Faculty of Pharmacy, The Maharaja Sayajirao University of Baroda, Vadodara, Gujarat, India.
Department of Biochemistry, Faculty of Science, The Maharaja Sayajirao University of Baroda, Vadodara, Gujarat, India.
J Biomol Struct Dyn. 2024 Oct;42(17):9031-9049. doi: 10.1080/07391102.2023.2249109. Epub 2023 Sep 1.

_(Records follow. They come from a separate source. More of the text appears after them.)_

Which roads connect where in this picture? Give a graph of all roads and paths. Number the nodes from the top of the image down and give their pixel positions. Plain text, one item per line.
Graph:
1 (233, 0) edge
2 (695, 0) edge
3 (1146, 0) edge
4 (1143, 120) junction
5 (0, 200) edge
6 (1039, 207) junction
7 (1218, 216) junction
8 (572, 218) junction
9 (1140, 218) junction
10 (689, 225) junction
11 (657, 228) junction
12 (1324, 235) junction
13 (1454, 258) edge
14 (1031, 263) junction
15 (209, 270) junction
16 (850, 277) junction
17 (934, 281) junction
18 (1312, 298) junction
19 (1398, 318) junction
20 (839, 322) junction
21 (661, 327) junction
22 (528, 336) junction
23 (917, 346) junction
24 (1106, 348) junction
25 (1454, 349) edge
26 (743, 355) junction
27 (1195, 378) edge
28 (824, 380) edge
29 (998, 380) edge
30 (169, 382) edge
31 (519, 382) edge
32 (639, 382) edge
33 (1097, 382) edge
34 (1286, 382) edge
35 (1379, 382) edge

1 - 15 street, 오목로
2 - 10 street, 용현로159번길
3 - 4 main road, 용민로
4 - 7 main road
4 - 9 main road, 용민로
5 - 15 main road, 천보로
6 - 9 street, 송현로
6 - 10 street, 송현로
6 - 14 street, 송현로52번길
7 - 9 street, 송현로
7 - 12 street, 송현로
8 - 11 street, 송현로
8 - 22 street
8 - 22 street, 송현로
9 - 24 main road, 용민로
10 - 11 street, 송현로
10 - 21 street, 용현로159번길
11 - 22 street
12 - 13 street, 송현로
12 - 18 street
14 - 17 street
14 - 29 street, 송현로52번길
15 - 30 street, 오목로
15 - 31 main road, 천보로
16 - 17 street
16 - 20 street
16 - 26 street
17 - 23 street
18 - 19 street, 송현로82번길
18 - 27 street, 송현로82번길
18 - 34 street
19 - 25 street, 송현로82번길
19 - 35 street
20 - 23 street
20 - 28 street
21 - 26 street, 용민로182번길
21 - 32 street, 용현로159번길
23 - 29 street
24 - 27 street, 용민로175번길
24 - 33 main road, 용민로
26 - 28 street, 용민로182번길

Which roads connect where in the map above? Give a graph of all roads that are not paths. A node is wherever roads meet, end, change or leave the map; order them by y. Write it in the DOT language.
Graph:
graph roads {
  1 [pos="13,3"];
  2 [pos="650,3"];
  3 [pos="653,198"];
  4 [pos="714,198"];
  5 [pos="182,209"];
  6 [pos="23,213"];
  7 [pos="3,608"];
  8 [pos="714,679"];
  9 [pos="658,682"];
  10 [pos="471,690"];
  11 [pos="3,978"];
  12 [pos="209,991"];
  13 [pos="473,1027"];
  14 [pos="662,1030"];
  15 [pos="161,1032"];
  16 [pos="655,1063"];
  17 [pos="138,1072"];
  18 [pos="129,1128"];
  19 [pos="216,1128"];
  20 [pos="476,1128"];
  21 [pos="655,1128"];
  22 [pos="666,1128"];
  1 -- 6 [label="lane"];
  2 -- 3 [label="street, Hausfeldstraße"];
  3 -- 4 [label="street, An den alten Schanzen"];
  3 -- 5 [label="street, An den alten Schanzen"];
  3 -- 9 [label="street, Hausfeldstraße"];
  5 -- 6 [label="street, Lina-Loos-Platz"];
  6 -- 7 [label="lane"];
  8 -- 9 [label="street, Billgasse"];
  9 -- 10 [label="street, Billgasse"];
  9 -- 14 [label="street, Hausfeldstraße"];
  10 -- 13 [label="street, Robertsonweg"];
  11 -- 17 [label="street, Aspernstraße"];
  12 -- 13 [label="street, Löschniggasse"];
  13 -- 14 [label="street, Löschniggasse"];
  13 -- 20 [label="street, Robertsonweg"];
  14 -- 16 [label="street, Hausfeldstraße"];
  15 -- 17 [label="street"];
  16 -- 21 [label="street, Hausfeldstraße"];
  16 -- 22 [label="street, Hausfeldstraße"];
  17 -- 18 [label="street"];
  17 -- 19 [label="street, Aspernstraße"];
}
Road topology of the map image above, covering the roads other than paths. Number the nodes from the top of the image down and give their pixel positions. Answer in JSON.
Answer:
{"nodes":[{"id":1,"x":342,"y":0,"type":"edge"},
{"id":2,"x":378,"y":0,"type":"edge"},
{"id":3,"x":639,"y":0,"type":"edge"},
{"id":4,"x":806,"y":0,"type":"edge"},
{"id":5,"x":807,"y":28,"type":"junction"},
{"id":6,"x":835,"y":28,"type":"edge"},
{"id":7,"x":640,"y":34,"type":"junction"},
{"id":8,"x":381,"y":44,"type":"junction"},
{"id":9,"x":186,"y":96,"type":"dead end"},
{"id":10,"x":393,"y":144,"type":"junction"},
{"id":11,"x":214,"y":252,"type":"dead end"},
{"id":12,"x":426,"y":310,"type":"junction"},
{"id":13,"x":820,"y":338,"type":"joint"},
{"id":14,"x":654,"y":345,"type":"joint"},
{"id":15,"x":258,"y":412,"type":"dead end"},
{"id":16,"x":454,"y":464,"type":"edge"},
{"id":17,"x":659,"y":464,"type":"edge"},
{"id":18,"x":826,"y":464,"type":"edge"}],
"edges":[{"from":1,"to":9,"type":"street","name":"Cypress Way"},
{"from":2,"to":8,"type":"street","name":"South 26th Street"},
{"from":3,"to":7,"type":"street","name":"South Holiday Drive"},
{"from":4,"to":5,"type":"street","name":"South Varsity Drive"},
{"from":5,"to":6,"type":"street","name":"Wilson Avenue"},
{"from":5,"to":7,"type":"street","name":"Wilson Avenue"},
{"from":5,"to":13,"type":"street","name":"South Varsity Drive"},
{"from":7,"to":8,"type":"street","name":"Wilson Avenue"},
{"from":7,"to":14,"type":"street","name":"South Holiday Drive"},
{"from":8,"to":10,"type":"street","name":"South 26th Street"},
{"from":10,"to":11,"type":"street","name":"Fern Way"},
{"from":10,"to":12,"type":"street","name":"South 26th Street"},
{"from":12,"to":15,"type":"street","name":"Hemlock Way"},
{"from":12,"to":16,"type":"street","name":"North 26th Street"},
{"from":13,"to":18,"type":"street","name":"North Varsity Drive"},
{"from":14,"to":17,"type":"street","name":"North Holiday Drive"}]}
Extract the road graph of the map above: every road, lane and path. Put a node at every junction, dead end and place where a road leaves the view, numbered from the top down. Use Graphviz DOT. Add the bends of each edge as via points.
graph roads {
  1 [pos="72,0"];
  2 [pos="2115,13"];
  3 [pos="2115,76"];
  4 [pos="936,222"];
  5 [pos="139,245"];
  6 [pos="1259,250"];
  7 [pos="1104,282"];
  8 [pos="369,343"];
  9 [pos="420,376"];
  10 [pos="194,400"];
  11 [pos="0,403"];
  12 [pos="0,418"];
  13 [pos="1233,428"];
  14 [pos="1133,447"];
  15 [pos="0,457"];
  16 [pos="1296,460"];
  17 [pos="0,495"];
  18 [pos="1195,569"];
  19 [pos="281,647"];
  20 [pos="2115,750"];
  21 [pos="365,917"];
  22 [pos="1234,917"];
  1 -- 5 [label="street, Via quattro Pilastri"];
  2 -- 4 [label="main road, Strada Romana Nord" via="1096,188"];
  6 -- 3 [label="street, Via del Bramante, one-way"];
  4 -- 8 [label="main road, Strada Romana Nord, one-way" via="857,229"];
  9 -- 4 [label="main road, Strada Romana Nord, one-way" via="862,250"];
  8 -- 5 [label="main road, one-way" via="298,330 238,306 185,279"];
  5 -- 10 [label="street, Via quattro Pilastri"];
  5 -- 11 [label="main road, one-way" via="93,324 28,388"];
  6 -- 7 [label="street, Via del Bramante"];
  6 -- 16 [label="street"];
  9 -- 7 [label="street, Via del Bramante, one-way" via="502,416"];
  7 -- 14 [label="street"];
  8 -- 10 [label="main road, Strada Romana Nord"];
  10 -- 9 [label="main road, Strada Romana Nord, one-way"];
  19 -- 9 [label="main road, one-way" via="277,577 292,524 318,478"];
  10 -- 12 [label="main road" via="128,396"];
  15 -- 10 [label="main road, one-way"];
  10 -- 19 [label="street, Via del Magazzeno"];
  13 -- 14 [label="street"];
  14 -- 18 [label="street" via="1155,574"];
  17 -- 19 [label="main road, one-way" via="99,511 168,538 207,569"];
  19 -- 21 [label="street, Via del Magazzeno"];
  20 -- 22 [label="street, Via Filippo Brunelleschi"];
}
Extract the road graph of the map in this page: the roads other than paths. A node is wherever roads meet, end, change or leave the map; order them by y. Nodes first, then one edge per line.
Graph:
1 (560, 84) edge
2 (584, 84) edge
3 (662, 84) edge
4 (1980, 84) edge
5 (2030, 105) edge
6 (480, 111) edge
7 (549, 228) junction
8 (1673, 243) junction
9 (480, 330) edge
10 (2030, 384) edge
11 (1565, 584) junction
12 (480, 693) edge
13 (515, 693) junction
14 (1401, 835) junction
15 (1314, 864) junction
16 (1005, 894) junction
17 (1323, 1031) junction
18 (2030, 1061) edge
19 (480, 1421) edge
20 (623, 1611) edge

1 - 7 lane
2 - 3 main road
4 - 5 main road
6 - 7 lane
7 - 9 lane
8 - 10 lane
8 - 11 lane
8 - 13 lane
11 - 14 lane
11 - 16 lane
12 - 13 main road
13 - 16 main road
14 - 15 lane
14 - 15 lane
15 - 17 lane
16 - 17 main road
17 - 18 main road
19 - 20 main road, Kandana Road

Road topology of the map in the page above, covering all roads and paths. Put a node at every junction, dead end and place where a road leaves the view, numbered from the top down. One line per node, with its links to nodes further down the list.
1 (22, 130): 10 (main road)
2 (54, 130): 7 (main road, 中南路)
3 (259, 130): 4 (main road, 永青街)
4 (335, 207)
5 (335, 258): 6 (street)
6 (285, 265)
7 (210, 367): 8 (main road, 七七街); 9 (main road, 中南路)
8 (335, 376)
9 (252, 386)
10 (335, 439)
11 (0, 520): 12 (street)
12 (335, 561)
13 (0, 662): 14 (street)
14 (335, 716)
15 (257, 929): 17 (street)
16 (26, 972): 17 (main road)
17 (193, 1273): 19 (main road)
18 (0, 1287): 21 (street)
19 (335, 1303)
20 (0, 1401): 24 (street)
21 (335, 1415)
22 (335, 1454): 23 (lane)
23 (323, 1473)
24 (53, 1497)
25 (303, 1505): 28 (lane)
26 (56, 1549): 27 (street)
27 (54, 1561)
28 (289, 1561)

Decaprenylphosphoryl-β-d-ribose-2'-epimerase (DprE1) is a druggable target which is being exploited for the development of new anti-TB agents. In the present work, we report developing a pharmacophore model and performing virtual screening of Asinex database using the developed pharmacophore model to get eight hits as potential DprE1 inhibitors. The hits were used as leads to design new 3-phenylpyrazolo[1,5-]pyrimidine-2,7(1,4)-dione based potential anti-TB agents. On the basis of the identified lead molecules, a total of 18 compounds were synthesized and evaluated for their anti-TB activity by using MABA. ADMET predictions for all the compounds revealed that these compounds have drug-like and lead-like properties. One of the final compounds was found to exhibit potent anti-TB activity against .Communicated by Ramaswamy H. Sarma.
去烯醇磷酸-β-D-核糖-2'-差向异构酶(DprE1)是一个可成药的靶标,目前正在被开发用于新型抗结核药物的研发。在本工作中,我们报道了一种药效团模型的开发,并使用所开发的药效团模型对 Asinex 数据库进行了虚拟筛选,得到了 8 个作为潜在 DprE1 抑制剂的命中化合物。这些命中化合物被用作先导化合物,设计了新的基于 3-苯基吡唑并[1,5-a]嘧啶-2,7(1,4)-二酮的潜在抗结核药物。基于鉴定出的先导化合物,共合成了 18 个化合物,并通过 MABA 评估了它们的抗结核活性。对所有化合物的 ADMET 预测表明,这些化合物具有类药性和先导化合物的特性。其中一个最终化合物被发现对具有很强的抗结核活性。